Gorz presentó su idea de reformas no reformistas en uno de sus primeros libros, titulado Estrategia obrera y neocapitalismo —publicado en francés en 1964, en inglés en 1967 y en español en 1969—, y en una serie de ensayos de la misma época. La orientación que proponía a los movimientos sociales difería de la que pregonaba la socialdemocracia, según la cual era posible solucionar los males del capitalismo mediante buenas negociaciones y una política electoral adecuada. Pero también criticaba a los militantes más radicalizados que predicaban incesantemente una revolución que no se planteaba en el horizonte.
«Al menos durante treinta años», escribió Gorz, «el movimiento comunista propagó un catastrofismo profético respecto al derrumbamiento inevitable del capitalismo. En los países capitalistas, su política fue el “atentismo revolucionario”. Se suponía que las contradicciones internas irían agudizándose y la situación de las masas trabajadoras empeorando. El levantamiento revolucionario se consideraba inevitable».
Sin embargo, nada de esto sucedió (al menos no de la forma esperada). En cambio, en los años 1960, el mundo capitalista avanzado gozó de un momento de gran crecimiento económico —Les Trente Glorieuses, o las tres décadas gloriosas—, que en el caso de Francia coincidió con la situación que dejó la posguerra. Gorz escribió que el capitalismo era incapaz de curarse a sí mismo de las «crisis y las irracionalidades», pero había «aprendido a evitar que se agudicen de forma explosiva». En otra parte, a propósito de una época anterior, marcada por la pobreza, observó que la desposesión de los proletarios y los campesinos «los proletarios y los campesinos desposeídos no necesitaron tener un modelo de sociedad futura en mente para rebelarse contra el orden existente: su aquí y ahora era lo peor; no tenían nada que perder. Pero, desde entonces, las condiciones cambiaron. Hoy, en las sociedades más ricas, no está claro que el statu quo represente el peor de los mundos posibles».

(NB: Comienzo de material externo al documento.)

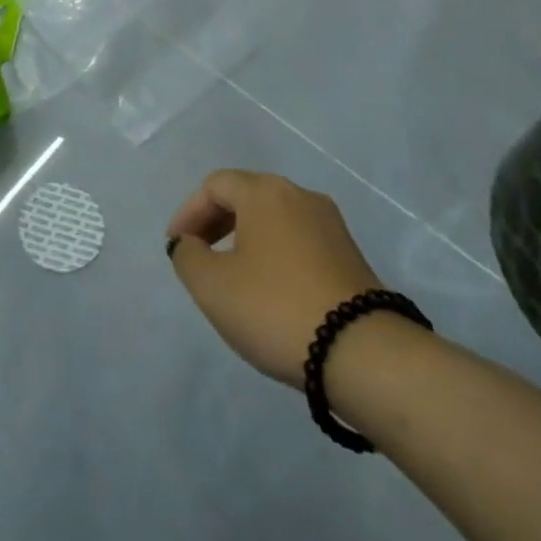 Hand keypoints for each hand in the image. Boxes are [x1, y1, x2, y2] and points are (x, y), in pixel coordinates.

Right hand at [166, 169, 385, 388]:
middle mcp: (300, 196)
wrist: (364, 355)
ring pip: (275, 219)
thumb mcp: (212, 286)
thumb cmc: (276, 308)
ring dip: (246, 238)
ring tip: (231, 274)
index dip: (189, 212)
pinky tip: (269, 289)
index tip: (176, 246)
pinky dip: (274, 253)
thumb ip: (188, 256)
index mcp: (265, 192)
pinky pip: (299, 241)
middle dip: (216, 222)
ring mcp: (331, 226)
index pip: (215, 185)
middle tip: (198, 254)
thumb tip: (189, 243)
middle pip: (247, 195)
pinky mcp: (351, 257) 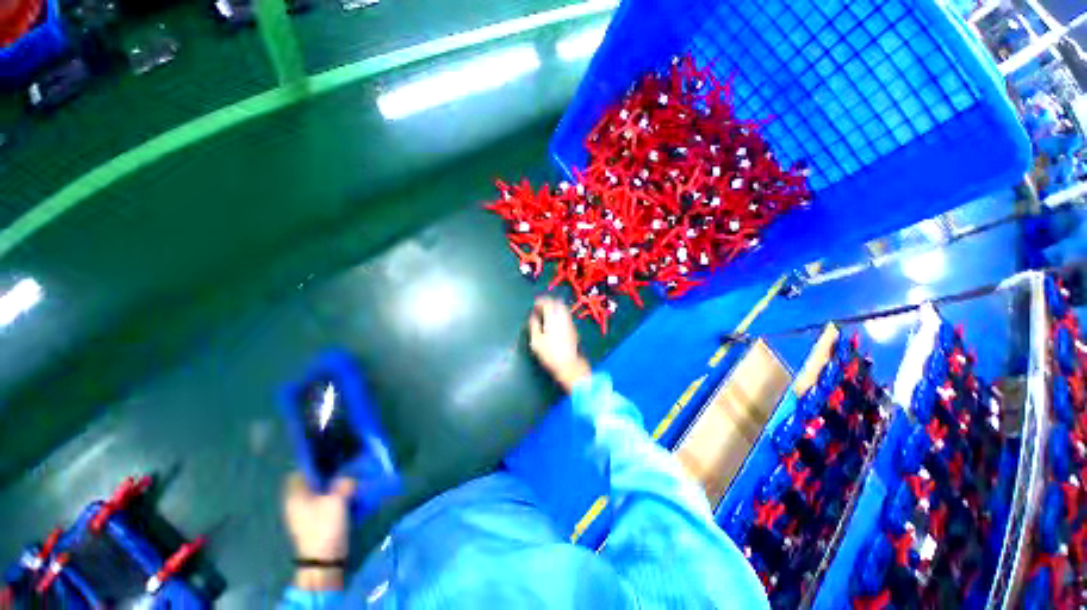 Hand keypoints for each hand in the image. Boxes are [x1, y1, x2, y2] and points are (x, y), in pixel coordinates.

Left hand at [283, 473, 354, 590]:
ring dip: (332, 485)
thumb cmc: (324, 526)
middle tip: (344, 464)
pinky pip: (323, 501)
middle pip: (310, 481)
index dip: (313, 462)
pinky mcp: (314, 521)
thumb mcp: (337, 500)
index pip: (299, 472)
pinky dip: (333, 495)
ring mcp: (304, 513)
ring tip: (349, 477)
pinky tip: (347, 493)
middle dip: (326, 473)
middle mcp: (296, 502)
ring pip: (318, 491)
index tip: (331, 456)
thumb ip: (343, 483)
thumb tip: (348, 477)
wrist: (324, 559)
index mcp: (295, 495)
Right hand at [528, 297, 591, 391]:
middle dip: (549, 302)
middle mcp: (563, 317)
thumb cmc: (549, 353)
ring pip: (563, 308)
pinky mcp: (573, 329)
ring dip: (555, 307)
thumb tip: (533, 316)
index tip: (535, 304)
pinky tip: (554, 321)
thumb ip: (533, 325)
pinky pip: (566, 315)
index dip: (540, 301)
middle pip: (557, 302)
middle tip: (541, 306)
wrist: (569, 364)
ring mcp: (570, 322)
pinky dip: (559, 313)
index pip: (547, 302)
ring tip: (547, 313)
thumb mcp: (535, 340)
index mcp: (553, 317)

Gorz sabía que todavía existían la miseria y la pobreza, pero afectaban solo a una porción de la población, tal vez a un quinto del total. A su vez, los más afectados no constituían un proletariado industrial listo para fusionarse en una fuerza homogénea. En cambio, eran un conjunto diverso y dividido de personas, que incluía desempleados, pequeños agricultores y ancianos afectados por la falta de seguridad económica.
Aquellos tiempos cambiantes, creía Gorz, planteaban la necesidad de que los movimientos sociales adoptaran una nueva estrategia, específicamente, una estrategia centrada en conquistas concretas que sirvieran como escalones transicionales hacia la revolución. «No es necesario seguir razonando como si el socialismo fuese una necesidad autoevidente», escribió. «Esta necesidad no será reconocida a menos que el movimiento socialista especifique qué socialismo puede construir, qué problemas es capaz de resolver y cómo. Hoy más que nunca, no solo es necesario presentar una alternativa general, sino también los “objetivos intermedios” (mediaciones) que conducen a ella y que la anuncian en el presente».
Según este enfoque, la transformación llegaría «a través de una acción consciente de largo plazo, que empieza con la aplicación gradual de un programa de reformas coherente». Las luchas por estas reformas funcionarían como «pruebas de fuerza». Las pequeñas conquistas permitirían que los movimientos acumularan poder y sentaran bases más firmes para luchas en el futuro. «De esta manera», argumentaba Gorz, la lucha sería capaz de avanzar mientras «cada batalla refuerza las posiciones de fuerza, las armas y también los motivos que llevan a los trabajadores a resistir a los ataques de las fuerzas conservadoras».
Gorz no descartaba la posibilidad —o incluso la necesidad— de una confrontación final entre los trabajadores y el capital. Pero criticaba a los izquierdistas de Francia que se negaban a buscar mejoras inmediatas por temor a que debilitaran el deseo revolucionario de los trabajadores. «Estos dirigentes temen que una mejora tangible en las condiciones de vida de los trabajadores, o una victoria parcial en el contexto del capitalismo, refuercen el sistema y lo vuelvan más soportable», escribió Gorz. Sin embargo, argumentaba:
«Estos miedos […] reflejan un pensamiento fosilizado, una falta de estrategia y de reflexión teórica. Al asumir que las victorias parciales al interior del sistema serán inevitablemente absorbidas por él, se erige una barrera impenetrable entre las luchas presentes y la futura solución socialista. Se corta el camino que lleva de las unas a la otra […]. El movimiento se comporta como si la cuestión del poder estuviese resuelta: “Cuando tomemos el poder…”. Pero justamente se trata de saber cómo llegar hasta ahí, de crear los medios y la voluntad capaces de llevarnos hasta ese punto».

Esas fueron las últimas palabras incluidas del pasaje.